» ENTRIES SHOWN
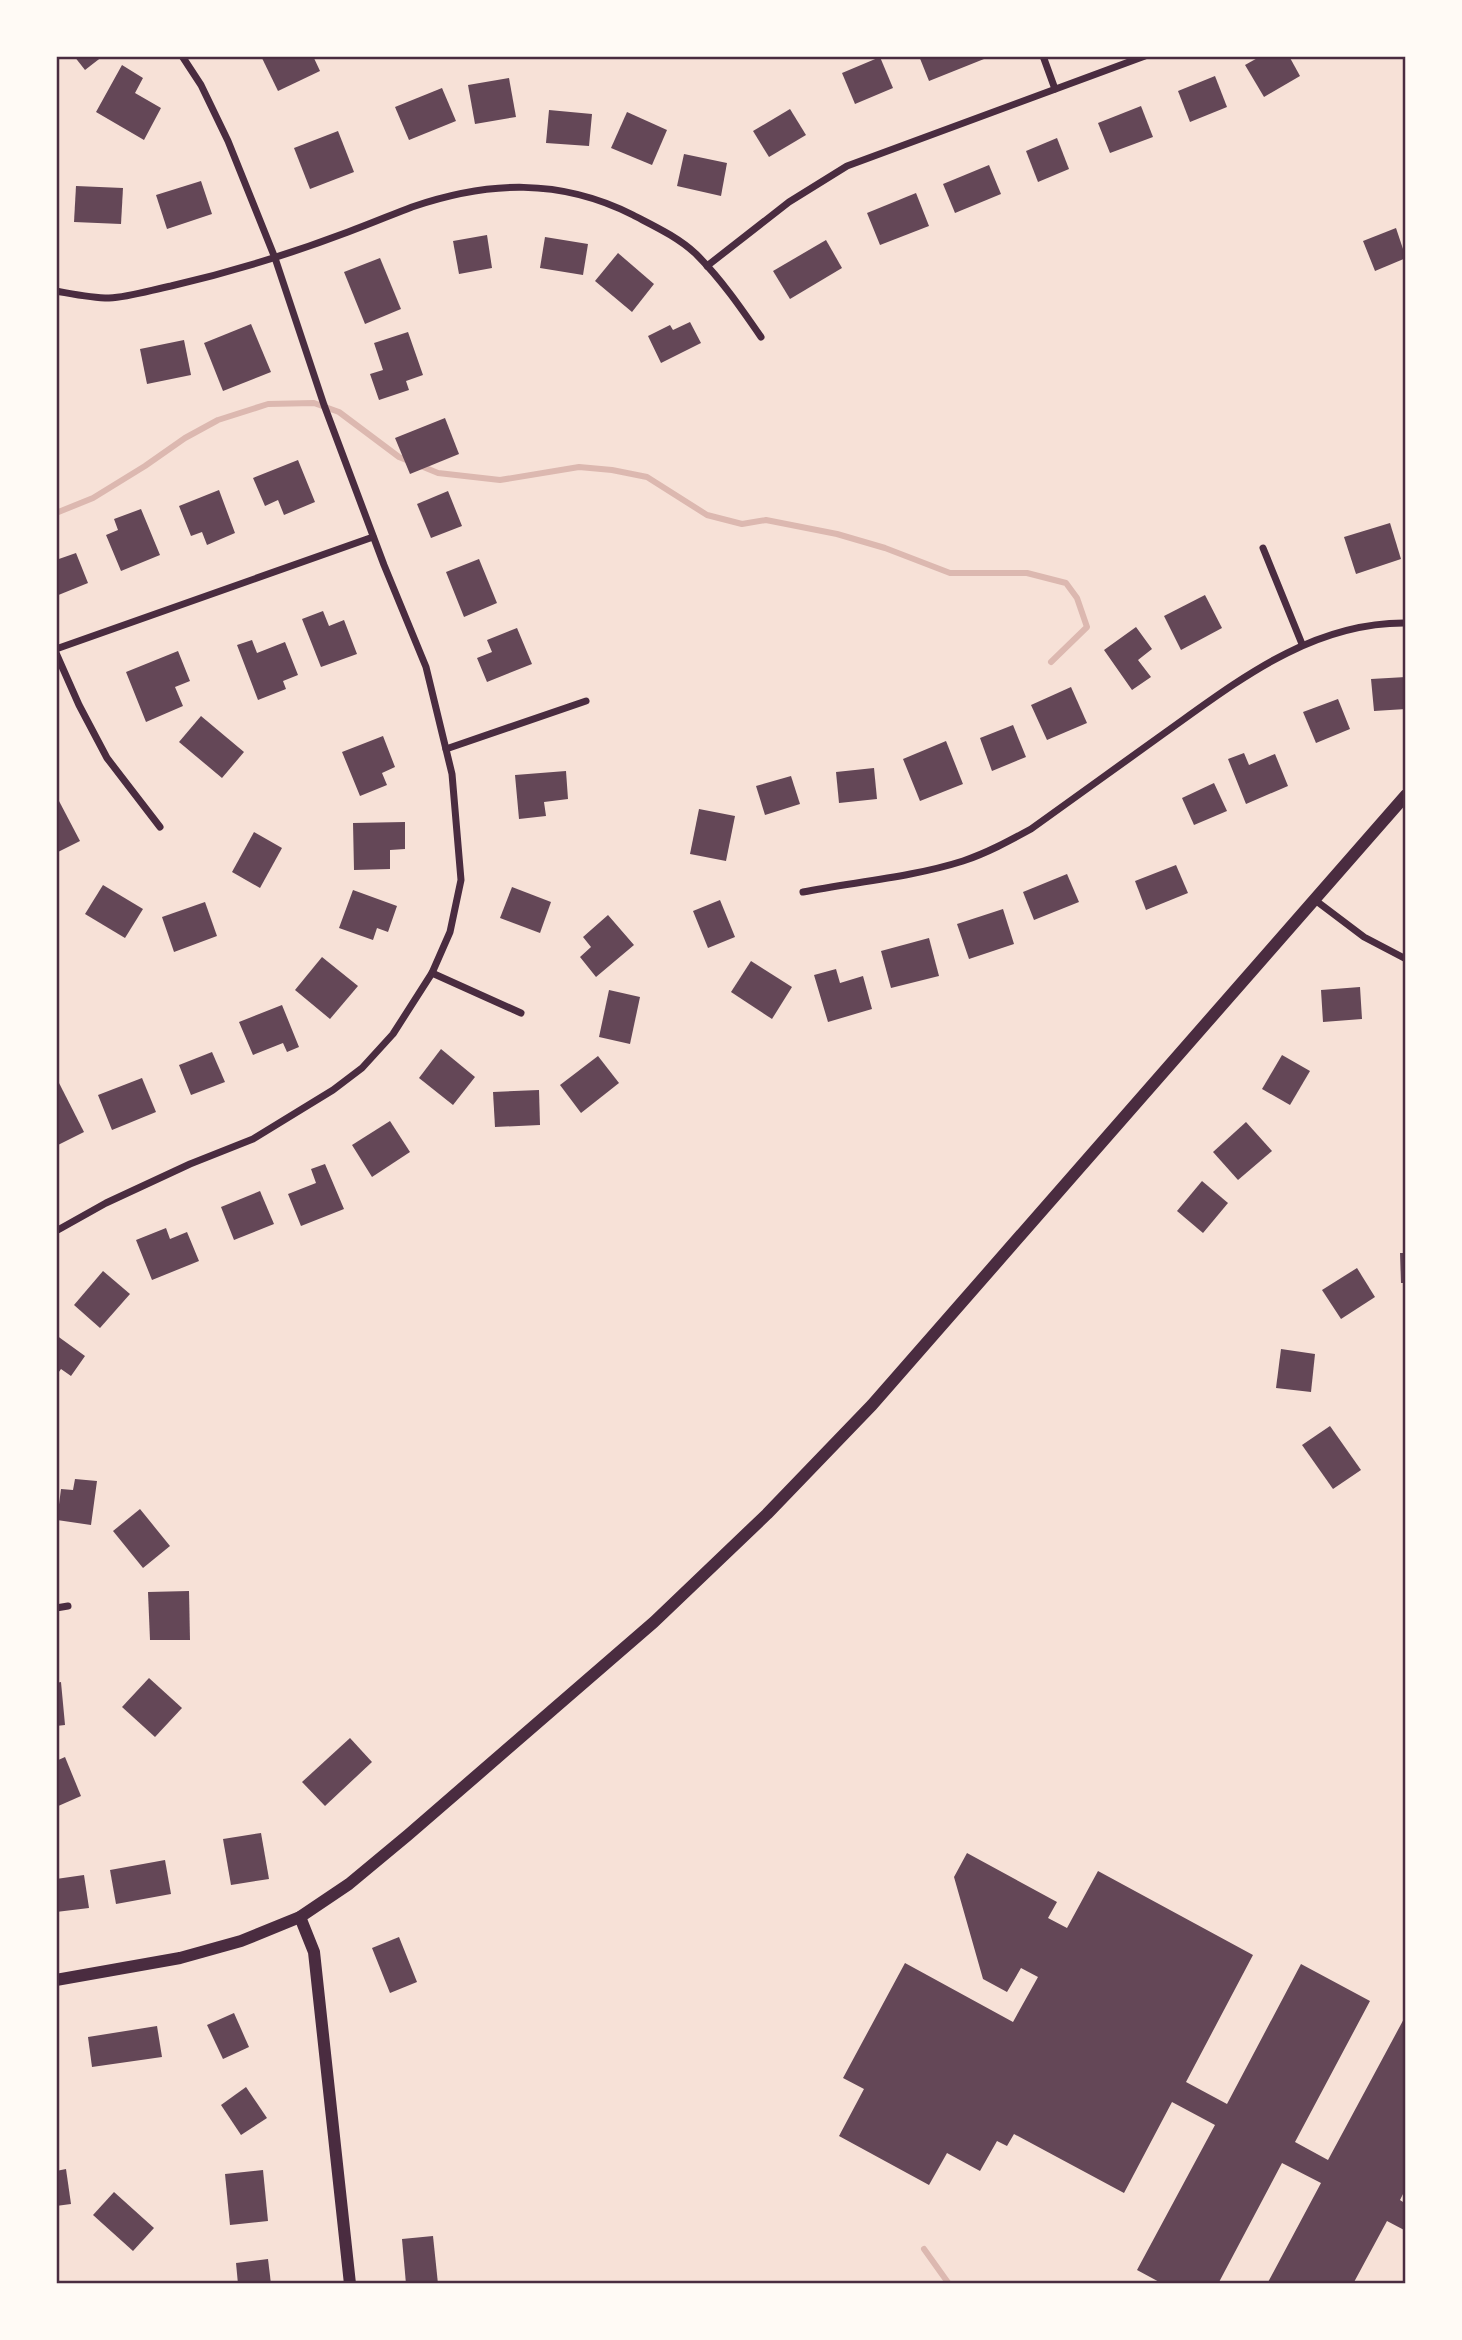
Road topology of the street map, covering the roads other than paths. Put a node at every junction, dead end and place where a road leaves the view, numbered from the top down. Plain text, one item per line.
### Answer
1 (182, 56) edge
2 (1042, 56) edge
3 (1145, 56) edge
4 (1055, 89) junction
5 (275, 258) junction
6 (707, 266) junction
7 (56, 292) edge
8 (761, 337) dead end
9 (373, 537) junction
10 (1263, 548) dead end
11 (1406, 623) edge
12 (1302, 644) junction
13 (56, 651) edge
14 (586, 701) dead end
15 (446, 748) junction
16 (1406, 795) edge
17 (160, 827) dead end
18 (803, 892) dead end
19 (1315, 900) junction
20 (1406, 959) edge
21 (432, 973) junction
22 (521, 1013) dead end
23 (56, 1231) edge
24 (68, 1606) dead end
25 (56, 1608) edge
26 (300, 1917) junction
27 (56, 1980) edge
28 (350, 2284) edge

1 - 5 street
2 - 4 street
3 - 4 street
4 - 6 street
5 - 6 street
5 - 7 street
5 - 9 street
6 - 8 street
9 - 13 street
9 - 15 street
10 - 12 street
11 - 12 street
12 - 18 street
13 - 17 street
14 - 15 street
15 - 21 street
16 - 19 street
19 - 20 street
19 - 26 street
21 - 22 street
21 - 23 street
24 - 25 street
26 - 27 street
26 - 28 street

» THE TASK
Set down all of the entries exactly. Leave the pictures out.

» ANSWER SECTION
Road topology of the street map, covering the roads other than paths. Put a node at every junction, dead end and place where a road leaves the view, numbered from the top down. Plain text, one item per line.
### Answer
1 (182, 56) edge
2 (1042, 56) edge
3 (1145, 56) edge
4 (1055, 89) junction
5 (275, 258) junction
6 (707, 266) junction
7 (56, 292) edge
8 (761, 337) dead end
9 (373, 537) junction
10 (1263, 548) dead end
11 (1406, 623) edge
12 (1302, 644) junction
13 (56, 651) edge
14 (586, 701) dead end
15 (446, 748) junction
16 (1406, 795) edge
17 (160, 827) dead end
18 (803, 892) dead end
19 (1315, 900) junction
20 (1406, 959) edge
21 (432, 973) junction
22 (521, 1013) dead end
23 (56, 1231) edge
24 (68, 1606) dead end
25 (56, 1608) edge
26 (300, 1917) junction
27 (56, 1980) edge
28 (350, 2284) edge

1 - 5 street
2 - 4 street
3 - 4 street
4 - 6 street
5 - 6 street
5 - 7 street
5 - 9 street
6 - 8 street
9 - 13 street
9 - 15 street
10 - 12 street
11 - 12 street
12 - 18 street
13 - 17 street
14 - 15 street
15 - 21 street
16 - 19 street
19 - 20 street
19 - 26 street
21 - 22 street
21 - 23 street
24 - 25 street
26 - 27 street
26 - 28 street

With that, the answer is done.